The ‘slide first, roll later’ pathway observed for the B→A transition. CATGGGCCCATG lies somewhere near the center of the non-cancelled curved arrow at lower left.

The special properties of G-tracts are reflected in the distribution of GpG base step parameters in protein–DNA crystal structures (Fig. 6). Protein–DNA crystal structures provide an empirical view into the deformability of DNA base steps because ‘the distortions of DNA brought about by many kinds of proteins effectively cancel one another… [and] after averaging over a large ensemble of complexes, the natural conformational response of DNA will surface’ (6). Thus, proteins effectively probe the limits of DNA flexibility. Such analyses have confirmed the stiffness of ApA base steps and the flexibility of pyrimidine–purine base steps (23). Roll and slide values from CURVES (24) calculations on 63 protein–DNA complexes show that individual GpG steps demonstrate a strong predisposition towards the A helix (Fig. 6). As interaction with proteins generally induces DNA to adopt a more A-like conformation, even relatively rigid ApA base steps demonstrate some A helix tendencies in crystal structures of protein–DNA complexes. In contrast, GpG base steps typically have larger negative values of slide and higher values of roll than ApA steps, reflecting their greater predisposition for the A form. Calculations of the potential energy surfaces for GpG base steps demonstrated their bi-stability in the A and B conformations (31,59). Moreover, GpG steps have a much wider distribution of slide values. The dramatic tolerance of GpG steps for sliding lends additional support to the ‘slide first’ pathway for the B→A transition.

Figure 6.

Distribution of roll and slide parameters for ApA (left) and GpG (right) base steps in 63 crystal structures of protein–DNA complexes.

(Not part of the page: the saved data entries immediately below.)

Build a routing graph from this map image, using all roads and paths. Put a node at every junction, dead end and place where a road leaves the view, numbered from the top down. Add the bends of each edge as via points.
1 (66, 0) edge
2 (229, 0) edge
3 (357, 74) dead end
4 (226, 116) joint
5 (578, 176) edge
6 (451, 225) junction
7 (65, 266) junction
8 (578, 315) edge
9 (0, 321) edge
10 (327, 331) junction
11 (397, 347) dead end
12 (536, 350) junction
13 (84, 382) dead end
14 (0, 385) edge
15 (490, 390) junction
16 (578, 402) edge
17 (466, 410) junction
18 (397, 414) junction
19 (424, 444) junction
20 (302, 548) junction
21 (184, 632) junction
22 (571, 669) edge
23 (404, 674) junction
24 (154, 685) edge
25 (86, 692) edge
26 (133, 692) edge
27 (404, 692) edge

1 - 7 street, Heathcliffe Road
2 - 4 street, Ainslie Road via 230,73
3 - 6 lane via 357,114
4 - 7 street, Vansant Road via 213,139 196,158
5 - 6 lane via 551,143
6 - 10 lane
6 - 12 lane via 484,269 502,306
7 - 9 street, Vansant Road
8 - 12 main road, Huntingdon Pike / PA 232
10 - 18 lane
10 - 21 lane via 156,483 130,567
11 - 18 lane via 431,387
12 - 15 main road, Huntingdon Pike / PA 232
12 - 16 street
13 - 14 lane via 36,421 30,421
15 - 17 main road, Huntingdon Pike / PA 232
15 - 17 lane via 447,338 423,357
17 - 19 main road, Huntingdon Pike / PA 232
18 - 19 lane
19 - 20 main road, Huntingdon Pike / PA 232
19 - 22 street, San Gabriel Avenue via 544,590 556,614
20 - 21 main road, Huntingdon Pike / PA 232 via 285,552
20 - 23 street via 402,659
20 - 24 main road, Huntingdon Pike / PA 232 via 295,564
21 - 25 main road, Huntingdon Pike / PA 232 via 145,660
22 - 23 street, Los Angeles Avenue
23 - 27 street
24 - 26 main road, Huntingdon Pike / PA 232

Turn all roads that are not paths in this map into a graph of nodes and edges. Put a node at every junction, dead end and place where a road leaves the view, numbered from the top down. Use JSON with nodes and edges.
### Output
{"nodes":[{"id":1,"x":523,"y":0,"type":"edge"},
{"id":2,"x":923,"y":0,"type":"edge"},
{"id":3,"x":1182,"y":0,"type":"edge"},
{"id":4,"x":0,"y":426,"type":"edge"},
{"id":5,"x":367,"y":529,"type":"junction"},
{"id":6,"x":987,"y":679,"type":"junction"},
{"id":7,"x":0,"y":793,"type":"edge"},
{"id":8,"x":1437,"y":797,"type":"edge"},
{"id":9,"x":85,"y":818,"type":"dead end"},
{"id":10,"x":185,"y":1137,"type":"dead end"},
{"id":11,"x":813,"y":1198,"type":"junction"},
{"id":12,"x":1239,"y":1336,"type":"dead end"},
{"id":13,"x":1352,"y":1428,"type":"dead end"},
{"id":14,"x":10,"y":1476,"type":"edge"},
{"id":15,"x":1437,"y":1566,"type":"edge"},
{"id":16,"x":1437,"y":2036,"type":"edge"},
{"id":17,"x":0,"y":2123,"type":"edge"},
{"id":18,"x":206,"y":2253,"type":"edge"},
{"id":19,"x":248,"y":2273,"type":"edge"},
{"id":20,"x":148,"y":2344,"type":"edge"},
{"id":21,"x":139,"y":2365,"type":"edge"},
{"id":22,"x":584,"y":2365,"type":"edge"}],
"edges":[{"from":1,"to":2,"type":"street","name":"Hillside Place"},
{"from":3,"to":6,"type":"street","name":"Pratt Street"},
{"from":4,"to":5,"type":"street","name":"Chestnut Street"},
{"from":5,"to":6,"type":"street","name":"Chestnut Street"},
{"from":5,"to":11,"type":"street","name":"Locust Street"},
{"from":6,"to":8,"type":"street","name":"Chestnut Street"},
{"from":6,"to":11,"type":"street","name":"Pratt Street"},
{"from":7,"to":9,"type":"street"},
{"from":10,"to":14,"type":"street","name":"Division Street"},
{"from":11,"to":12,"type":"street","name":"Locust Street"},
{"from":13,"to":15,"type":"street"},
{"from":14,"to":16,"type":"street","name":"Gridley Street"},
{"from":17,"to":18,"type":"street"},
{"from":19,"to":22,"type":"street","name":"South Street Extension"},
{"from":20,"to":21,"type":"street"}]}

Boldface letters A and B indicate canonical values of roll and slide for A- and B-DNA, respectively. Values for slide in Å; values for roll in degrees.

DISCUSSION

Biological implications

The A↔B deformability of G-tracts provides a possible mode for regulating protein–DNA interactions. For example, crystallographic studies have shown that DNase I can bind to both an A-DNA and a B-DNA sequence but can only cleave the B-DNA sequence (2). Otwinowski et al. (1) concluded that the capability of a particular sequence to adopt an A-DNA-like conformation determines its binding activity for trp repressor. G-tracts occur in many important DNA sequences, including telomeres, the polypurine tract signaling termination of digestion by HIV RNase H (60), the binding site for transcription factor IIIA (61,62), and Sp1 promoter sites, which activate gene expression in the absence of a TATA box (63,64). G-tracts provide a dynamic structural motif for recognition through their unique ability to nucleate a B→A DNA transition when the dielectric environment is lowered in the vicinity of a protein. Protein recognition of A-DNA-like conformations such as G-tracts and RNA–DNA hybrids may be a vestige from an earlier RNA world, as double-stranded RNA invariably adopts the A form (65). Continued structural and computational studies will be useful for further understanding of the special properties of G-tracts and the mechanism of the A↔B-DNA transition.